Des voies hors de l’institution
L’aide au projet, premier échelon des aides proposées par les DRAC, est suspendue à une date de diffusion annoncée de la pièce. L’intégration dans un réseau spécialisé autour de l’émergence constitue une voie possible pour cette reconnaissance par les professionnels. C’est par exemple le travail des Journées Danse Dense, qui, à travers des résidences et des temps forts comme Danse en Chantier et les Incandescences, offrent une visibilité essentielle pour les projets. Le réseau des Petites Scènes Ouvertes organise aussi des repérages et une grande plateforme où des équipes sélectionnées après un appel à projet peuvent être programmées.
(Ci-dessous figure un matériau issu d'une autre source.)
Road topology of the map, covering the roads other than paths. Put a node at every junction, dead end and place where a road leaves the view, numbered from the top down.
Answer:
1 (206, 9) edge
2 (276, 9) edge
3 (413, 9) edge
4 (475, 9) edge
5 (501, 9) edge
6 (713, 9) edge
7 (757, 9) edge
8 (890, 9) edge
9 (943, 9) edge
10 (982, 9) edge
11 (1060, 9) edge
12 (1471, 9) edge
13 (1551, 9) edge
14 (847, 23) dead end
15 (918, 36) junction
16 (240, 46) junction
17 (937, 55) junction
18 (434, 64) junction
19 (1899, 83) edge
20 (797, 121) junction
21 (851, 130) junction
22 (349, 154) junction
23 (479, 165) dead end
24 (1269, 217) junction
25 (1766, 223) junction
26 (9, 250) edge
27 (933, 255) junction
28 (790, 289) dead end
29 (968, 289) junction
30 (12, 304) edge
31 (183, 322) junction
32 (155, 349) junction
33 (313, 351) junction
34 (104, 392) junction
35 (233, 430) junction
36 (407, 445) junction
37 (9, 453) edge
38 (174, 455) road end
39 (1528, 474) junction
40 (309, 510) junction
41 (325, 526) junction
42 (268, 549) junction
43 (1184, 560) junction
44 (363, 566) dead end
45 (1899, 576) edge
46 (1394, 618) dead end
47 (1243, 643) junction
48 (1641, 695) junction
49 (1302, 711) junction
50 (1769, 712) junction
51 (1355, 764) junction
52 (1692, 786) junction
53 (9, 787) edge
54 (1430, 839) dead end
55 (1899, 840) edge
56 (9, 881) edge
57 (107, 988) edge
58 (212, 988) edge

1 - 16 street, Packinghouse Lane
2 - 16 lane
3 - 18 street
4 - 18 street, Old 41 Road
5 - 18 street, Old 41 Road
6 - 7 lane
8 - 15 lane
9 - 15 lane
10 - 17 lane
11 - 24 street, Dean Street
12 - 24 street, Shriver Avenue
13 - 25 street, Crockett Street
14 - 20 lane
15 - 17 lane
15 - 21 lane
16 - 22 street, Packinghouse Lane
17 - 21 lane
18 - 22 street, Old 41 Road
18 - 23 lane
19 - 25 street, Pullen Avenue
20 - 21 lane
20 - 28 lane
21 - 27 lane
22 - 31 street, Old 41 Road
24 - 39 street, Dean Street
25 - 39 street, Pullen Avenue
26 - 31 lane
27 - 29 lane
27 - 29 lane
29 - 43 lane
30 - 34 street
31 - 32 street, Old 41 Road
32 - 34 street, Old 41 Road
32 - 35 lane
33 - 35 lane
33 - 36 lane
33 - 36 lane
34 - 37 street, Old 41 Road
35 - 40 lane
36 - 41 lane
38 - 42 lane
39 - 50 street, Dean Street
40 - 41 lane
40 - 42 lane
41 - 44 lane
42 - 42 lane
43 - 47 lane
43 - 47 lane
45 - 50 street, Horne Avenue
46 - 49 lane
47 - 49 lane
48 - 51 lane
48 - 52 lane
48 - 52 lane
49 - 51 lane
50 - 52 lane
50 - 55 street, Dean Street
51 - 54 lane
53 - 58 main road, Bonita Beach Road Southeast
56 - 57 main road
D’autres types d’opérateurs privés peuvent aussi prendre en charge cette question et aider au financement des projets : c’est le cas de la Caisse des Dépôts et Consignations avec son programme Jeunes Talents Danse, ou de la compagnie Vendetta Mathéa, qui développe un incubateur chorégraphique. Parallèlement, on voit aujourd’hui s’imposer une nouvelle forme de monstration, pourtant déjà éprouvée par le passé : celle du concours (et le spectre du mythique concours de Bagnolet), avec par exemple (Re)connaissance, qui jouit aujourd’hui d’une belle écoute de la presse et des professionnels et va jusqu’à accompagner en production les artistes lauréats, ou le nouveau « Concours de jeunes chorégraphes », de Thierry Malandain.
Nathalie Yokel
Festival Les Incandescences, du 10 mars au 8 avril 2016. Journées Danse Dense, 2 rue Sadi Carnot, 93500 Pantin. Tél. : 01 49 15 40 24.
Festival Jet Lag, du 11 au 27 mai. Etoile du Nord, 16 rue Georgette Agutte, 75018 Paris. Tel. : 01 42 26 47 47.